Rating Products for Amazon

6 minute read

Introduction

Recommendation systems are tools that filter the information available on a website to match a user’s characteristics. They can be used by companies such as Amazon, Netflix, and Twitter, to recommend users products to purchase, movies to watch, and advertisements to see, respectively. These tools typically utilize the user’s personal information, past interactions with their products, and friend groups to provide effective recommendations.

The purpose of this project was to become familiar with the recommendation system that may be used by Amazon to personalize the available products for its users. Namely, as part of a Kaggle competition for a machine learning course that I completed during my graduate studies (CSC2515), I was tasked with developing a tool that predicts Amazon product ratings based on reviewers’ information and the reviews they left for their purchased products. Machine learning was, naturally, leveraged for this task.

The following sections detail the available data, the preprocessing and exploratory analysis, model selection and tuning, and the results of this project.

The Data

The data for this project was provided by the course instructor. However, in practice, data collection may be a challenging task, where the objectives would be to ensure the dataset includes a sufficient number of points, is balanced, complete, and not noisy. User privacy must also be considered.

The provided dataset consisted of 210 thousand points. Each point, corresponding with a user-product review pair, included information about the product, information about the reviewer, and rating the reviewer left for the product. The task was, thus, to develop a model that predicts the product’s rating based on the following pieces of information:

Product I - unique product identifier,
Product category - product category,
Product price,
Reviewer ID - unique reviewer identifier,
Review text - review left by the reviewer,
Product summary - summary of the reviewer’s experience, and
Review time.

Preprocessing and Exploratory Analysis

The basic statistics of the dataset are summarized in Table 1. One may note that the dataset is clearly unbalanced. However, steps to balancing were not taken as such steps would significantly reduce the size of the dataset. The effect of training on this unbalanced dataset was investigated, as will be described in the Results Section below.

Table 1: Data statistics.

Rating (stars)	1	2	3	4	5
Number of points	6366	6952	16140	39516	131026

Preprocessing and exploratory analyses were completed to evaluate the dependence of product category, review time, review text, and product summary on product ratings. These analyses are further detailed below.

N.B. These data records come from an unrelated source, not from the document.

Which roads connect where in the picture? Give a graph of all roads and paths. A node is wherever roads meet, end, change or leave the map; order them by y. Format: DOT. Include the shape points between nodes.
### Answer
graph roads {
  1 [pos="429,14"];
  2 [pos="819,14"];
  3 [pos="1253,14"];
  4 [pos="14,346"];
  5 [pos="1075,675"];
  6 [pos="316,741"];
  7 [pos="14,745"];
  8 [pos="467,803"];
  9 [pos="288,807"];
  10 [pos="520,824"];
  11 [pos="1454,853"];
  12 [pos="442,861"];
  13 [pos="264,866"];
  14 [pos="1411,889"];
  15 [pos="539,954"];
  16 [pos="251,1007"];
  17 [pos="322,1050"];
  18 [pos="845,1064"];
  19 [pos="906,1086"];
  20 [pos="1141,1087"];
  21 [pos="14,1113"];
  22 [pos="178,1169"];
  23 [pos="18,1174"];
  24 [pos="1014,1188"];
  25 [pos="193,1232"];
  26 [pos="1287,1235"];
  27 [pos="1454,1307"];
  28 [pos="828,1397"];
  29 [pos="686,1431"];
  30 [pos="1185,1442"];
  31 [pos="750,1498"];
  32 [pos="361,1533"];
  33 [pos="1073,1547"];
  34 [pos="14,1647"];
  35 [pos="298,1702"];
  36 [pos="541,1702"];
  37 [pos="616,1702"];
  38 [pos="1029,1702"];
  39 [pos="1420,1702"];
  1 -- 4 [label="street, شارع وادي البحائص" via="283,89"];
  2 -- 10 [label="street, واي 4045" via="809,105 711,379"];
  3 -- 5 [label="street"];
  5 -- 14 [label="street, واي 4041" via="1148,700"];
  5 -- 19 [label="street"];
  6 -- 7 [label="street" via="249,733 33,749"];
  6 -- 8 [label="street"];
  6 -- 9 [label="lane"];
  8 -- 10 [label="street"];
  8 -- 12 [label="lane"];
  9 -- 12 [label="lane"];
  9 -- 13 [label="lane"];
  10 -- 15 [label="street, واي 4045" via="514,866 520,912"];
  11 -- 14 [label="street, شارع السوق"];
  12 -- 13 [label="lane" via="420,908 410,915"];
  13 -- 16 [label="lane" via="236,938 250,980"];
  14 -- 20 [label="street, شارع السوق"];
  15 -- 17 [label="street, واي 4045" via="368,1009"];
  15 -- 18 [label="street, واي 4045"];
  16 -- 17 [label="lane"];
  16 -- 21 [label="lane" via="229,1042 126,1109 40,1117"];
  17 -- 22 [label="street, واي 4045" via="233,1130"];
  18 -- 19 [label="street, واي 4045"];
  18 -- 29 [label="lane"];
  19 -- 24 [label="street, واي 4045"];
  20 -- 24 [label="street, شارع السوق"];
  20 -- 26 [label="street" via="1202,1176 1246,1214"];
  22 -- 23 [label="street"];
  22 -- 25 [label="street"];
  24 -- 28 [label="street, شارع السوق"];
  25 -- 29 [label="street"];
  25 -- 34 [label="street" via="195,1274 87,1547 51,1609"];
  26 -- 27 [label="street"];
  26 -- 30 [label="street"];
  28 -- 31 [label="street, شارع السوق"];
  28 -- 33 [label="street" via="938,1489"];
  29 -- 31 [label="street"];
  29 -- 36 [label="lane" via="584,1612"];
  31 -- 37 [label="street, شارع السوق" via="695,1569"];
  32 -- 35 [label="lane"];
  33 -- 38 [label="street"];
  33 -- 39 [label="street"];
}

Product Category and Review Time

The dependence of product rating on product review time was evaluated by analyzing the histogram of overall ratings at various review times. This analysis was conducted for all product categories. Figure 1 (a)-(e) below show the pertinent histograms for the Pop, Jazz, Dance & Electronic, Classical, and Alternative Rock categories, respectively. In these figures, the red, blue, green, pink, and yellow bars correspond to one, two, three, four, and five star ratings, respectively.

(a)

(b)

(c)

(d)

(e)

Figure 1: Product ratings versus review times for the (a) pop, (b) jazz, (c) dance & electornic, (d) classical, and (e) alternative rock categories.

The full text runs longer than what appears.